Using Behavioral Science to Improve Government and Business

December 7, 2015
Behavioral Science, Management

Professor Sim Sitkin believes social and behavioral science can make government and business more effective, and is part of a movement tasked with proving it. He co-founded the Behavioral Science & Policy Association (BSPA), which is currently tapping the research community to support the Social and Behavioral Sciences Team at the White House as it identifies promising applications of social and behavioral science research to federal policy. That team just issued the first report of its work. Sitkin is also working with other organizations including the U.K. Behavioural Insights Team, spun off from the U.K. government, and has drawn interest from the United Nations.

Sitkin expands on these efforts in a Fuqua Q&A.

Q: How can behavioral science be of use to policy makers?

 Professor Sim Sitkin

Although at first glance these actions may appear trivial, the science shows that even slight changes in the wording of communications sent to a specific target group can make a significant difference. In one case, the White House team redesigned the letter that the U.S. military uses to encourage service members to re-enroll in a retirement plan. They added concrete instructions to the email, placed in the postscript, which research shows is one of the first things recipients notice. In the random sample receiving the redesigned letter, the re-enrollment rate increased by 22 percent compared with those receiving the standard letter.

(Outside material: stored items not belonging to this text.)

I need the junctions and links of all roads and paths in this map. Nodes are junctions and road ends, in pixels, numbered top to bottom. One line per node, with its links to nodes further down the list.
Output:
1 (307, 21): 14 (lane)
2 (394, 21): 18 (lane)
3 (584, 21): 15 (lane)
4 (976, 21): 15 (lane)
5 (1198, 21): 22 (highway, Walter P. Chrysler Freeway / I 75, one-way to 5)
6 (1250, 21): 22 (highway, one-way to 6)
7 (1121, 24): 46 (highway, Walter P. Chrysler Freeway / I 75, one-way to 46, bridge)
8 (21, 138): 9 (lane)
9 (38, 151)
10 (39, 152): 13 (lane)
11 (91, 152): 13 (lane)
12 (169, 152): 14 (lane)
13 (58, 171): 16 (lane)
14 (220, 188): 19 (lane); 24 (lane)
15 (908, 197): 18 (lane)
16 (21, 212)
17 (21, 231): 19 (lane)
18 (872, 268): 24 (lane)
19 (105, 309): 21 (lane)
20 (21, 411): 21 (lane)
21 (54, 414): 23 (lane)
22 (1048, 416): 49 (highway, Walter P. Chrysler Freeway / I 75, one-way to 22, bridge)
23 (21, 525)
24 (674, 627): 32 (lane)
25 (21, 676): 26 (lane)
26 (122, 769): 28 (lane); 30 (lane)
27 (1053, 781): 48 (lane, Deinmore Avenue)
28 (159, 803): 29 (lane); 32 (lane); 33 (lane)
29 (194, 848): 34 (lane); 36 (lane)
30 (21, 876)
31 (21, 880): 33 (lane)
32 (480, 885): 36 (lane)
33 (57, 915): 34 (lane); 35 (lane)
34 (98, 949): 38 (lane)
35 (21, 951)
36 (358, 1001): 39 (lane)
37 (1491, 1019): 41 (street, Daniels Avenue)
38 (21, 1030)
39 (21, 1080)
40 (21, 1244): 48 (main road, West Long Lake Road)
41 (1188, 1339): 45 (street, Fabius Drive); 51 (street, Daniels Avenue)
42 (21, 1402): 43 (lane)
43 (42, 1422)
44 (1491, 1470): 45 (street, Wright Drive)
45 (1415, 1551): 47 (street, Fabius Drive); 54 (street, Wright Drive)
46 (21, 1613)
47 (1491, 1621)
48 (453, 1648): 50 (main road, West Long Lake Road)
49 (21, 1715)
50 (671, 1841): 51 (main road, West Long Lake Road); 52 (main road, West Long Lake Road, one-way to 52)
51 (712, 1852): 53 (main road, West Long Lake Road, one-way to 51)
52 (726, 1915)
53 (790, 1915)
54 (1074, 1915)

Psychologists working with the UK's National Health Service found that if patients filled out their own reminder cards for the next appointment before leaving their current one, it decreased the no-show rate by 18 percent. Also, when signs were switched from indicating that 5 percent did not keep their appointment to stating that 95 percent did keep their appointment, the no-show rate dropped by 30 percent. That's thousands of fewer people showing up late - saving the government a lot of money.

Also, Fuqua professors Rick Larrick and Jack Soll conducted research highlighting how automobile gas mileage window stickers were misleading people who used that information to make purchase decisions. Their work helped change the way mileage is displayed in vehicles sold throughout the US.

The point is that rigorous research can lead directly to very practical applications.

Q: Why is this taking hold now?

There's an emerging interest in using evidence among public sector policy makers and business leaders. The idea is that better decisions can be made, and more effective and efficient policies can be developed, if we test ideas before spending millions of dollars on implementing them. We recognized that there was already an openness to social science. Neo-classical economics, which assumes that people act in ways to maximize their self-interest, has had a strong influence in both the public and private sectors. But the other social sciences, which have a lot to offer, have been relatively neglected. There is a lot that's known that's not being used, because it has never been available in an accessible form that speaks directly to practitioners. The idea here is to bridge that gap and to help scientists take their best work that has practical applications and make those applications salient and actionable.

Q: How can you bridge that gap?

First, we are setting up searchable archives of vetted research so people who have to make a decision or recommend a policy recommendation can easily find the best information. Government agencies and corporate decision makers are asking what scientific research might be relevant to solving their most pressing problems. Many groups around the world are running these studies, but there is no searchable database to find them. We also lack a database that goes back into the literature and identifies usable practical insights from past research. The BSPA is in the process of identifying relevant practical, implementable findings and translating them for a general audience. So if a legislator is grappling with a problem around energy, or pre-K education, or a business leader is grappling with making their organization more innovative, he or she has a place to discover what is known about that issue in the social science research, and know it is reliable because it has been vetted for scientific rigor as well as practical usefulness.

Second, we've started a journal for new studies, Behavioral Science and Policy, with a unique dual review process in which articles are vetted for both their scientific rigor and practical relevance, and then professionally edited to make them accessible to a broad audience. In addition to making already-completed research more accessible, we also want to encourage scientists working today to think about how their work could be of practical use while also getting academic credit by publishing in a highly regarded outlet. 
Third, we're trying to foster the creation of communities around practical problems, committees of interdisciplinary scientists, policymakers, private sector business and potential funders for those efforts so they can be sustainable.

Q: What is the real potential for change here?

If we are successful, the question, 'What is the evidence for that?' should be the first thing leaders and experts should expect to be asked, regardless of what they are proposing. The ready access to evidence will make it easier to call someone's bluff if they claim something is known. It should be as easy to find scientific information as it is to search with Google. There would be a network of vibrant communities that are looking at increasingly important problems and trying to put together the resources and the talent to tackle them. The best scientists would not stop doing basic research - that's absolutely essential - but what they would be adding to their portfolio is much more of an emphasis on basic research that has practical value.